Background

Navalny launches his campaign

Navalny Vladivostok2

Alexei Navalny participates in a spontaneous debate with a businessman in Vladivostok. Photo by Evgeny Feldman from https://navalny.feldman.photo/

by Sarah Hurst

Alexei Navalny announced that he would run for president of Russia on December 13, 2016. On February 8, 2017 a judge in Kirov found Navalny guilty of embezzlement and gave him a five-year suspended sentence, which meant that he would be ineligible to participate in the election. The entire show trial was a repeat of a trial that took place in 2013, in which the verdict was identical, word for word. That trial was condemned as unjust by the European Court of Human Rights.

Nevertheless, Navalny continued his campaign, travelling around the country opening headquarters in dozens of cities.
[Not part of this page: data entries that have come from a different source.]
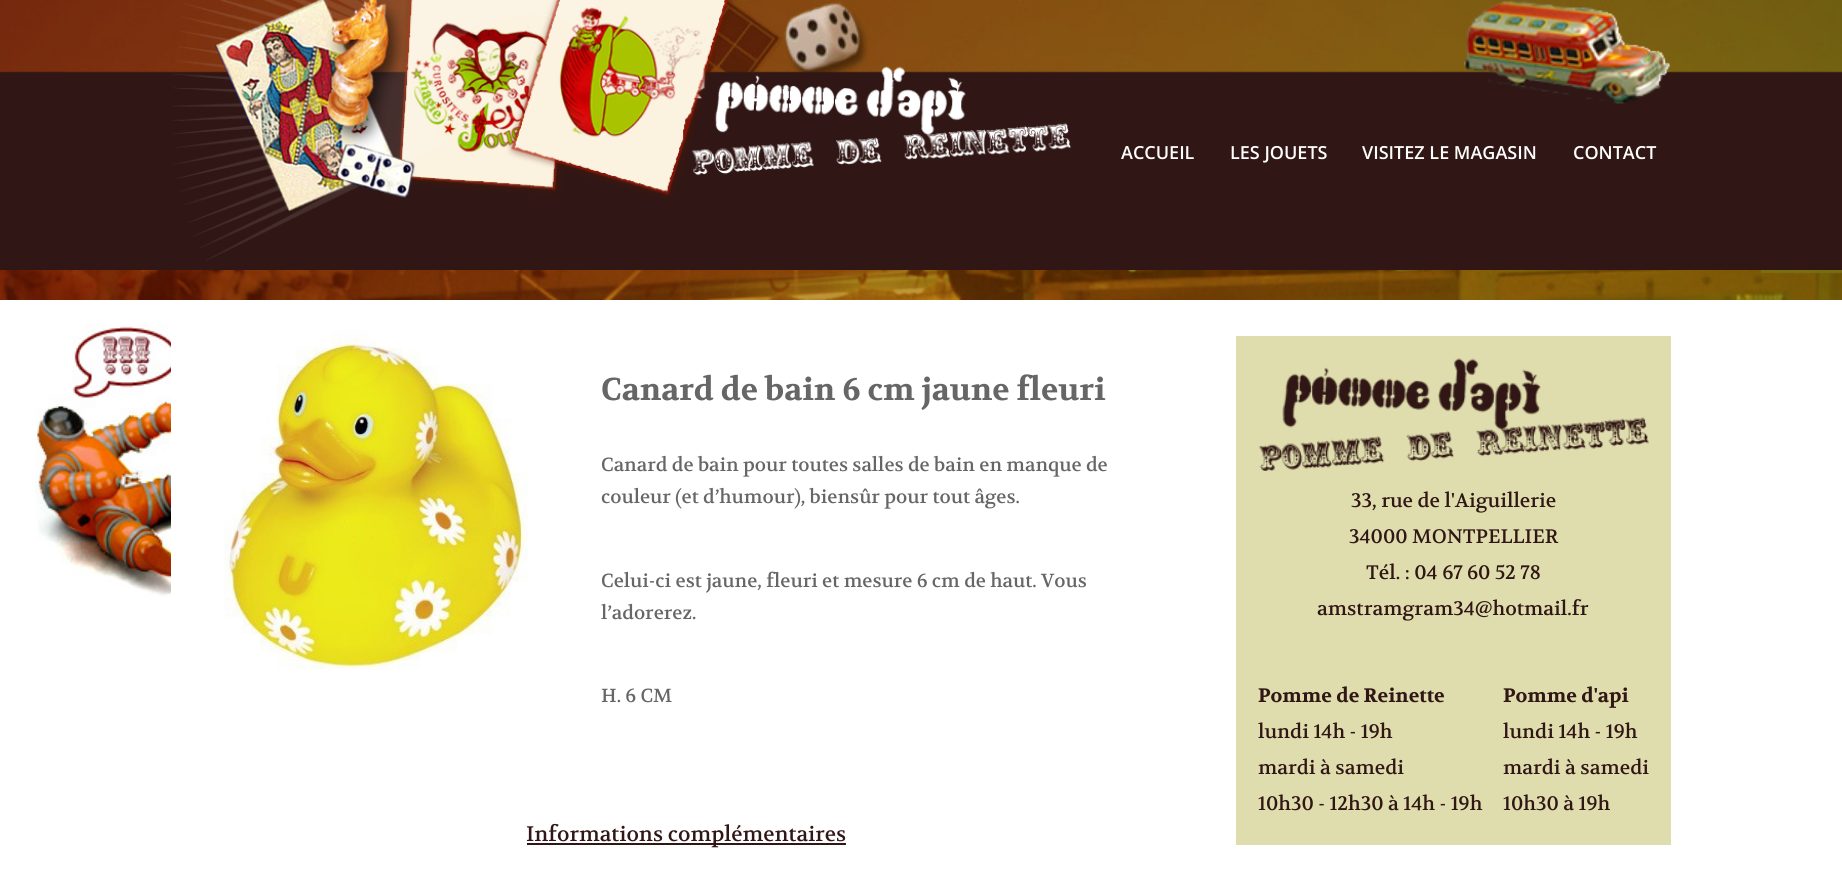 import math
import cairo


def use_color(cr, r, g, b):
  cr.set_source_rgb(r / 255, g / 255, b / 255)

def text(cr, x, y, s, family, size, color, bold=False, italic=False):
  cr.select_font_face(family, cairo.FONT_SLANT_ITALIC if italic else cairo.FONT_SLANT_NORMAL, cairo.FONT_WEIGHT_BOLD if bold else cairo.FONT_WEIGHT_NORMAL)
  cr.set_font_size(size)
  use_color(cr, *color)
  cr.move_to(x, y)
  cr.show_text(s)

def box(cr, x, y, w, h, *color):
  use_color(cr, *color)
  cr.rectangle(x, y, w, h)
  cr.fill()

def picture(cr, path, x, y, w, h):
  cr.save()
  cr.set_source_surface(cairo.ImageSurface.create_from_png(path), x, y)
  cr.rectangle(x, y, w, h)
  cr.fill()
  cr.restore()

def draw(cr):
  use_color(cr, 255, 255, 255)
  cr.paint()
  picture(cr, "img_01.png", 0, 0, 1842, 300)
  picture(cr, "img_02.png", 0, 71, 1842, 199)
  picture(cr, "img_03.png", 1464, 0, 206, 104)
  picture(cr, "img_04.png", 173, 0, 898, 261)
  picture(cr, "img_05.png", 35, 324, 136, 272)
  picture(cr, "img_06.png", 224, 330, 304, 340)
  box(cr, 527, 843, 319, 2, 48, 23, 21)
  box(cr, 1236, 336, 435, 509, 223, 221, 173)
  picture(cr, "img_07.png", 1258, 358, 391, 113)
  text(cr, 1121, 159, "ACCUEIL", "Open Sans SemiBold", 18, (255, 255, 255))
  text(cr, 1230, 159, "LES JOUETS", "Open Sans SemiBold", 18, (255, 255, 255))
  text(cr, 1362, 159, "VISITEZ LE MAGASIN", "Open Sans SemiBold", 18, (255, 255, 255))
  text(cr, 1573, 159, "CONTACT", "Open Sans SemiBold", 18, (255, 255, 255))
  text(cr, 601, 400, "Canard de bain 6 cm jaune fleuri", "Volkhov", 31.5, (102, 102, 102), bold=True)
  text(cr, 601, 471, "Canard de bain pour toutes salles de bain en manque de", "Volkhov", 18.9, (102, 102, 102))
  text(cr, 601, 503, "couleur (et d’humour), biensûr pour tout âges.", "Volkhov", 18.9, (102, 102, 102))
  text(cr, 601, 587, "Celui-ci est jaune, fleuri et mesure 6 cm de haut. Vous", "Volkhov", 18.9, (102, 102, 102))
  text(cr, 601, 619, "l’adorerez.", "Volkhov", 18.9, (102, 102, 102))
  text(cr, 601, 702, "H. 6 CM", "Volkhov", 18.9, (102, 102, 102))
  text(cr, 526, 841, "Informations complémentaires", "Volkhov", 21, (48, 23, 21))
  text(cr, 1351, 507, "33, rue de l'Aiguillerie", "Volkhov", 19.5, (48, 23, 21))
  text(cr, 1349, 543, "34000 MONTPELLIER", "Volkhov", 19.5, (48, 23, 21))
  text(cr, 1366, 579, "Tél. : 04 67 60 52 78", "Volkhov", 19.5, (48, 23, 21))
  text(cr, 1317, 615, "amstramgram34@hotmail.fr", "Volkhov", 19.5, (48, 23, 21))
  text(cr, 1258, 702, "Pomme de Reinette", "Volkhov", 19.5, (48, 23, 21), bold=True)
  text(cr, 1258, 738, "lundi 14h - 19h", "Volkhov", 19.5, (48, 23, 21))
  text(cr, 1258, 774, "mardi à samedi", "Volkhov", 19.5, (48, 23, 21))
  text(cr, 1258, 810, "10h30 - 12h30 à 14h - 19h", "Volkhov", 19.5, (48, 23, 21))
  text(cr, 1503, 702, "Pomme d'api", "Volkhov", 19.5, (48, 23, 21), bold=True)
  text(cr, 1503, 738, "lundi 14h - 19h", "Volkhov", 19.5, (48, 23, 21))
  text(cr, 1503, 774, "mardi à samedi", "Volkhov", 19.5, (48, 23, 21))
  text(cr, 1503, 810, "10h30 à 19h", "Volkhov", 19.5, (48, 23, 21))


surface = cairo.ImageSurface(cairo.FORMAT_RGB24, 1842, 869)
cr = cairo.Context(surface)
options = cairo.FontOptions()
options.set_hint_metrics(cairo.HINT_METRICS_OFF)
options.set_hint_style(cairo.HINT_STYLE_NONE)
cr.set_font_options(options)
cr.set_miter_limit(4)
draw(cr)
surface.write_to_png("out.png")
He was greeted by crowds of supporters and also opponents, including on one occasion some angry Cossacks. Twice attackers threw green chemicals into his face: in Barnaul and in Moscow. The first attack caused no serious harm, but the second one damaged Navalny’s eyes and he had to fly to Spain for an operation. The attacker was identified by social media users as Alexander Petrunko of the pro-Putin SERB movement, but he was not arrested.

Metal pipe assault

Navalny held his first election rally in Murmansk on September 15, 2017. He spoke to a large crowd and the rally took place without incident. But in Moscow the head of Navalny’s campaign headquarters, Nikolai Lyaskin, was hit on the head with a metal pipe wrapped in newspaper as the rally was ending. Again, no one was arrested, but later the police told Lyaskin that they suspected that he had organised the attack himself as a “provocation”. A couple of months later Lyaskin quietly resigned as head of the Moscow headquarters.
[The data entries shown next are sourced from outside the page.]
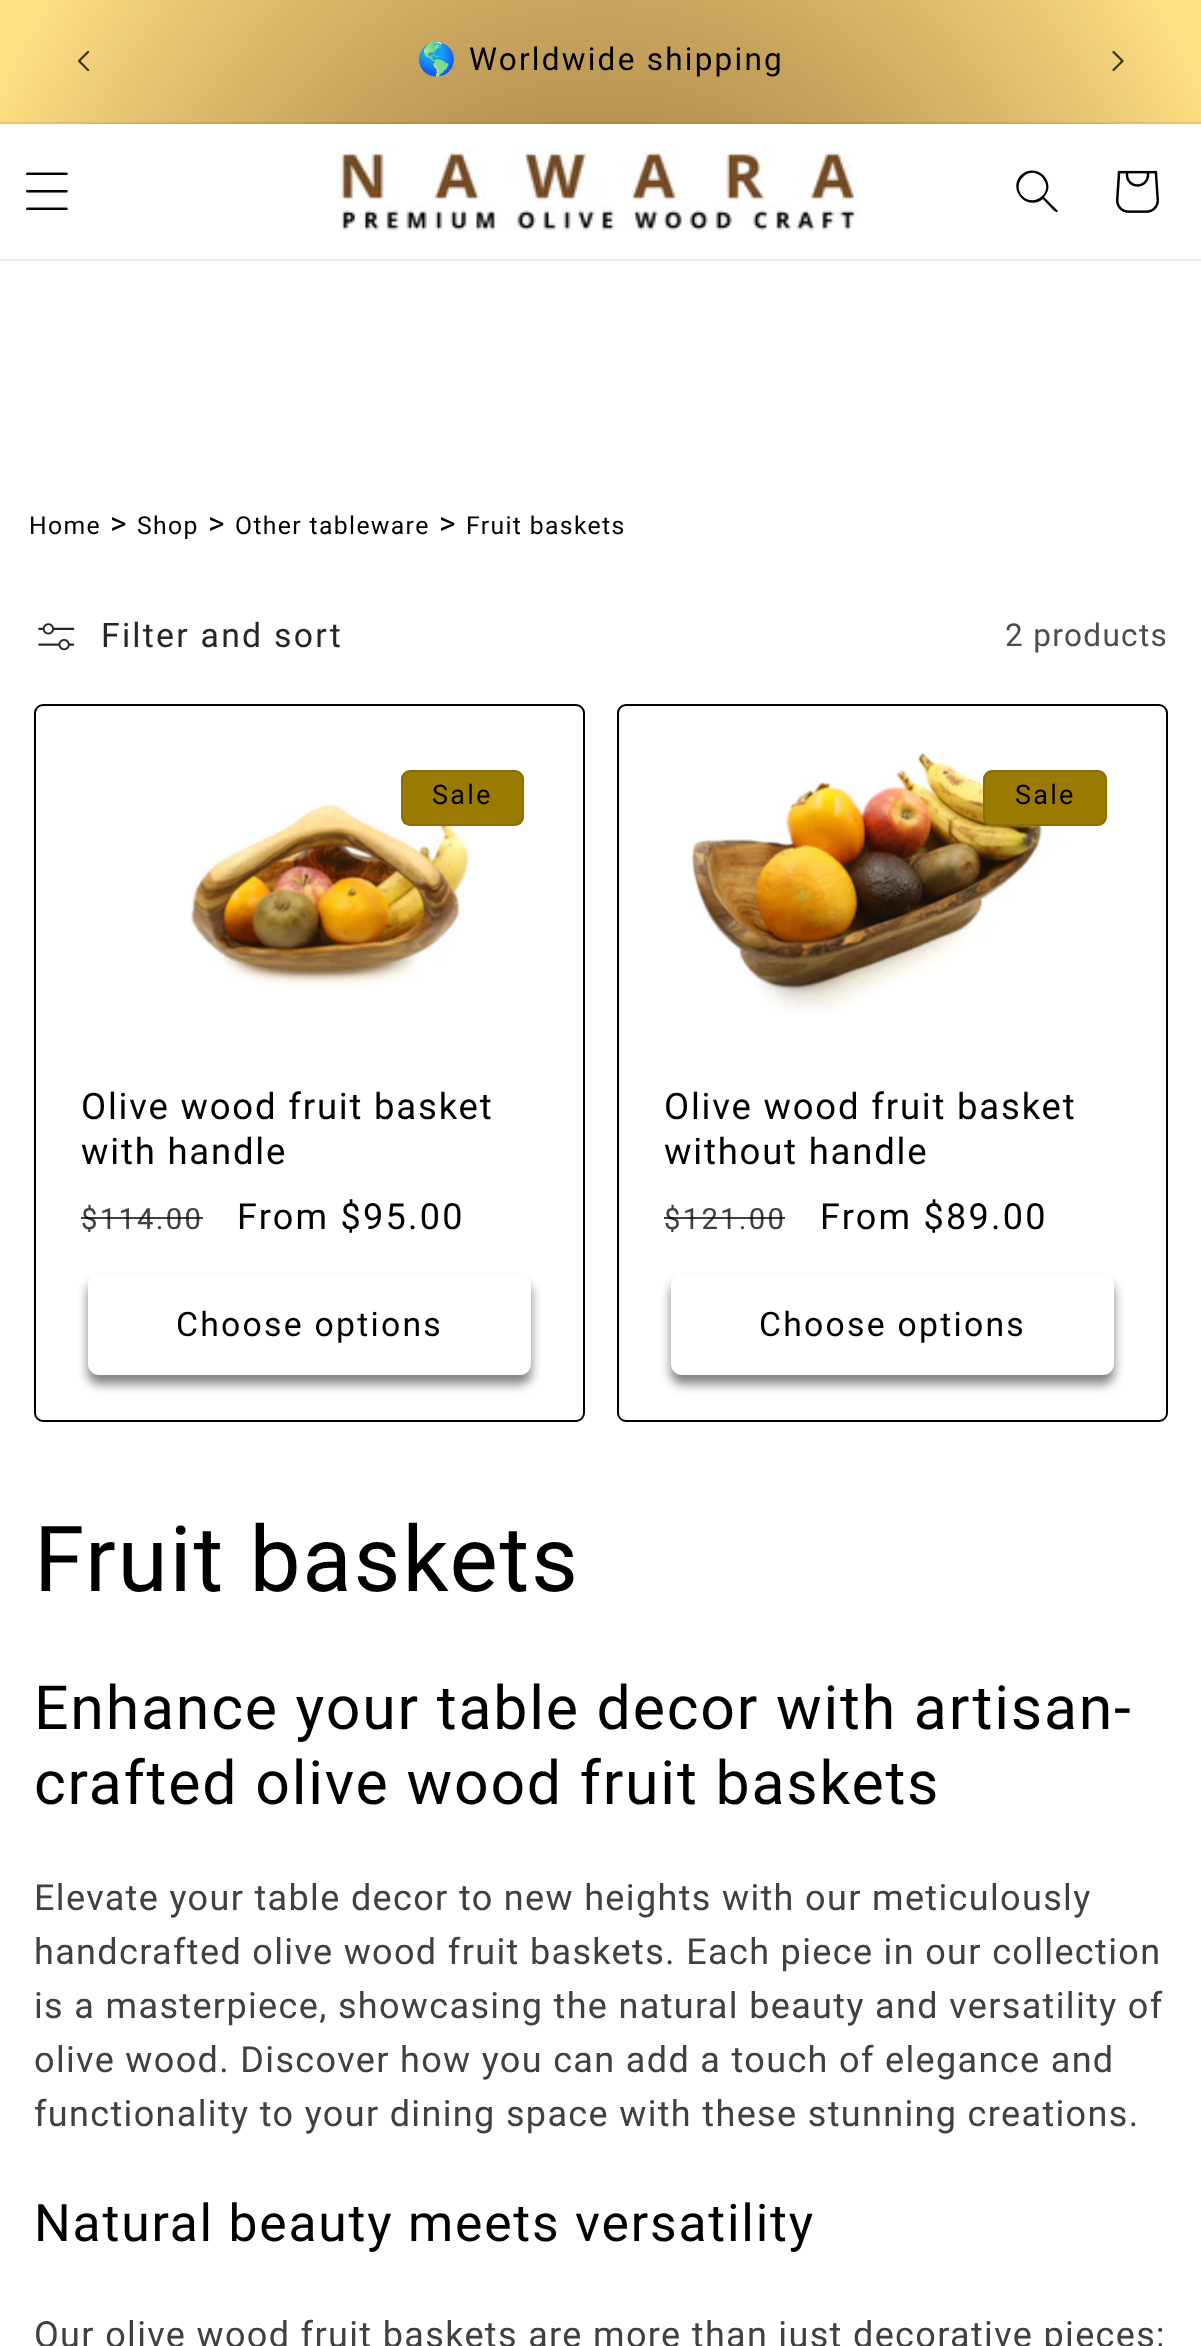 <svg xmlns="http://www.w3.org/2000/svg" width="1201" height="2346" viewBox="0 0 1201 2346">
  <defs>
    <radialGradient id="g1" gradientUnits="userSpaceOnUse" cx="0" cy="0" r="1" gradientTransform="matrix(850 0 0 1659 601 1173)"><stop offset="0.31" stop-color="#764c24"/><stop offset="0.97" stop-color="#ffe185"/></radialGradient>
    <radialGradient id="g2" gradientUnits="userSpaceOnUse" cx="0" cy="0" r="1" gradientTransform="matrix(850 0 0 1659 601 1173)"><stop offset="0.31" stop-color="#6d4621"/><stop offset="0.97" stop-color="#ebcf7a"/></radialGradient>
    <filter id="blur1" x="-50%" y="-200%" width="200%" height="500%"><feGaussianBlur stdDeviation="5.5"/></filter>
  </defs>
  <rect width="100%" height="100%" fill="#ffffff"/>
  <rect x="0" y="0" width="1201" height="122" fill="url(#g1)"/>
  <rect x="0" y="122" width="1201" height="2" fill="url(#g2)"/>
  <image x="77" y="50" width="13" height="22" href="img1.png"/>
  <text x="417" y="70" font-family="Noto Color Emoji" font-size="31.5" letter-spacing="2.25" fill="#000000">🌎</text>
  <text x="469" y="70" font-family="Roboto" font-size="31.5" letter-spacing="2.25" fill="#000000">Worldwide shipping</text>
  <image x="1112" y="50" width="12" height="22" href="img2.png"/>
  <rect x="0" y="259" width="1201" height="2" fill="#ebebeb"/>
  <image x="26" y="172" width="42" height="38" href="img3.png"/>
  <image x="337" y="146" width="523" height="86" href="img4.png"/>
  <path d="M1042 196C1029 209 1010 190 1023 177C1035 164 1055 184 1042 196ZM1043 199C1027 212 1007 189 1021 175C1036 161 1058 182 1044 197L1058 211L1057 212C1055 213 1045 201 1043 199Z" fill="#000000" fill-rule="evenodd"/>
  <image x="1116" y="170" width="43" height="43" href="img5.png"/>
  <text x="29" y="534" font-family="Roboto" font-size="24.75" letter-spacing="1.35" fill="#000000">Home</text>
  <text x="110" y="534" font-family="Roboto" font-size="31.5" letter-spacing="1.35" fill="#000000">&gt;</text>
  <text x="137" y="534" font-family="Roboto" font-size="24.75" letter-spacing="1.35" fill="#000000">Shop</text>
  <text x="208" y="534" font-family="Roboto" font-size="31.5" letter-spacing="1.35" fill="#000000">&gt;</text>
  <text x="235" y="534" font-family="Roboto" font-size="24.75" letter-spacing="1.35" fill="#000000">Other tableware</text>
  <text x="439" y="534" font-family="Roboto" font-size="31.5" letter-spacing="1.35" fill="#000000">&gt;</text>
  <text x="466" y="534" font-family="Roboto" font-size="24.75" letter-spacing="1.35" fill="#000000">Fruit baskets</text>
  <image x="38" y="623" width="37" height="28" href="img6.png"/>
  <text x="101" y="647" font-family="Roboto" font-size="33.75" letter-spacing="2.25" fill="#262626">Filter and sort</text>
  <text x="1005" y="646" font-family="Roboto" font-size="31.5" letter-spacing="1.35" fill="#4d4d4d">2 products</text>
  <rect x="35" y="705" width="549" height="716" rx="8" fill="none" stroke="#000000" stroke-width="2"/>
  <image x="190" y="804" width="283" height="185" href="img7.png"/>
  <rect x="401" y="770" width="123" height="56" rx="9" fill="#9b7a01"/>
  <rect x="402" y="771" width="121" height="54" rx="8" fill="none" stroke="#000000" stroke-opacity="0.1" stroke-width="2"/>
  <text x="432" y="804" font-family="Roboto" font-size="27" letter-spacing="2.25" fill="#000000">Sale</text>
  <text x="81" y="1119" font-family="Roboto" font-size="36.5" letter-spacing="1.8" fill="#000000">Olive wood fruit basket</text>
  <text x="81" y="1164" font-family="Roboto" font-size="36.5" letter-spacing="1.8" fill="#000000">with handle</text>
  <text x="81" y="1229" font-family="Roboto" font-size="29.25" letter-spacing="2.25" fill="#404040">$114.00</text>
  <rect x="81" y="1217" width="122" height="2" fill="#000000" fill-opacity="0.75"/>
  <text x="237" y="1229" font-family="Roboto" font-size="36" letter-spacing="2.25" fill="#000000">From $95.00</text>
  <rect x="88" y="1283" width="443" height="101" rx="11" fill="#000000" fill-opacity="0.5" filter="url(#blur1)"/>
  <rect x="88" y="1274" width="443" height="101" rx="11" fill="#ffffff"/>
  <text x="176" y="1336" font-family="Roboto" font-size="33.75" letter-spacing="2.25" fill="#000000">Choose options</text>
  <rect x="618" y="705" width="549" height="716" rx="8" fill="none" stroke="#000000" stroke-width="2"/>
  <image x="691" y="753" width="376" height="262" href="img8.png"/>
  <rect x="983" y="770" width="124" height="56" rx="9" fill="#9b7a01"/>
  <rect x="984" y="771" width="122" height="54" rx="8" fill="none" stroke="#000000" stroke-opacity="0.1" stroke-width="2"/>
  <text x="1015" y="804" font-family="Roboto" font-size="27" letter-spacing="2.25" fill="#000000">Sale</text>
  <text x="664" y="1119" font-family="Roboto" font-size="36.5" letter-spacing="1.8" fill="#000000">Olive wood fruit basket</text>
  <text x="664" y="1164" font-family="Roboto" font-size="36.5" letter-spacing="1.8" fill="#000000">without handle</text>
  <text x="664" y="1229" font-family="Roboto" font-size="29.25" letter-spacing="2.25" fill="#404040">$121.00</text>
  <rect x="664" y="1217" width="121" height="2" fill="#000000" fill-opacity="0.75"/>
  <text x="820" y="1229" font-family="Roboto" font-size="36" letter-spacing="2.25" fill="#000000">From $89.00</text>
  <rect x="671" y="1283" width="443" height="101" rx="11" fill="#000000" fill-opacity="0.5" filter="url(#blur1)"/>
  <rect x="671" y="1274" width="443" height="101" rx="11" fill="#ffffff"/>
  <text x="759" y="1336" font-family="Roboto" font-size="33.75" letter-spacing="2.25" fill="#000000">Choose options</text>
  <text x="34" y="1591" font-family="Roboto" font-size="91" letter-spacing="1.8" fill="#000000">Fruit baskets</text>
  <text x="34" y="1729" font-family="Roboto" font-size="60.75" letter-spacing="1.8" fill="#000000">Enhance your table decor with artisan-</text>
  <text x="34" y="1804" font-family="Roboto" font-size="60.75" letter-spacing="1.8" fill="#000000">crafted olive wood fruit baskets</text>
  <text x="34" y="1910" font-family="Roboto" font-size="36" letter-spacing="1.35" fill="#404040">Elevate your table decor to new heights with our meticulously</text>
  <text x="34" y="1964" font-family="Roboto" font-size="36" letter-spacing="1.35" fill="#404040">handcrafted olive wood fruit baskets. Each piece in our collection</text>
  <text x="34" y="2018" font-family="Roboto" font-size="36" letter-spacing="1.35" fill="#404040">is a masterpiece, showcasing the natural beauty and versatility of</text>
  <text x="34" y="2072" font-family="Roboto" font-size="36" letter-spacing="1.35" fill="#404040">olive wood. Discover how you can add a touch of elegance and</text>
  <text x="34" y="2126" font-family="Roboto" font-size="36" letter-spacing="1.35" fill="#404040">functionality to your dining space with these stunning creations.</text>
  <text x="34" y="2241" font-family="Roboto" font-size="51.6" letter-spacing="1.8" fill="#000000">Natural beauty meets versatility</text>
  <text x="34" y="2347" font-family="Roboto" font-size="36" letter-spacing="1.35" fill="#404040">Our olive wood fruit baskets are more than just decorative pieces;</text>
</svg>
Navalny’s next rallies were in Yekaterinburg and Omsk, then Novosibirsk, Vladivostok and Khabarovsk the following weekend. On September 29 Navalny was detained coming out of his home as he was heading to Nizhny Novgorod for a rally. He was held at a police station until late at night, and instead of a rally some of his supporters in Nizhny Novgorod turned out to walk around in protest during a “Positive Nizhny” festival that had been hastily set up by the local authorities. Many of them were detained.

Navalny was released with an instruction to appear in court on October 2, but meanwhile he held two more rallies in Orenburg and Arkhangelsk on September 30 and October 1. Authorities didn’t bother to stop him. The following day he and his campaign chief, Leonid Volkov, were both sentenced to 20 days in prison. While in prison Navalny called for mass demonstrations on October 7, Putin’s birthday. After his release on October 22 he continued to hold rallies all over Russia and to demand that he be allowed to participate in the election. Navalny has asked people to boycott the election if he is not on the ballot. Russian authorities have said that calling for a boycott is equivalent to calling for the overthrow of the government.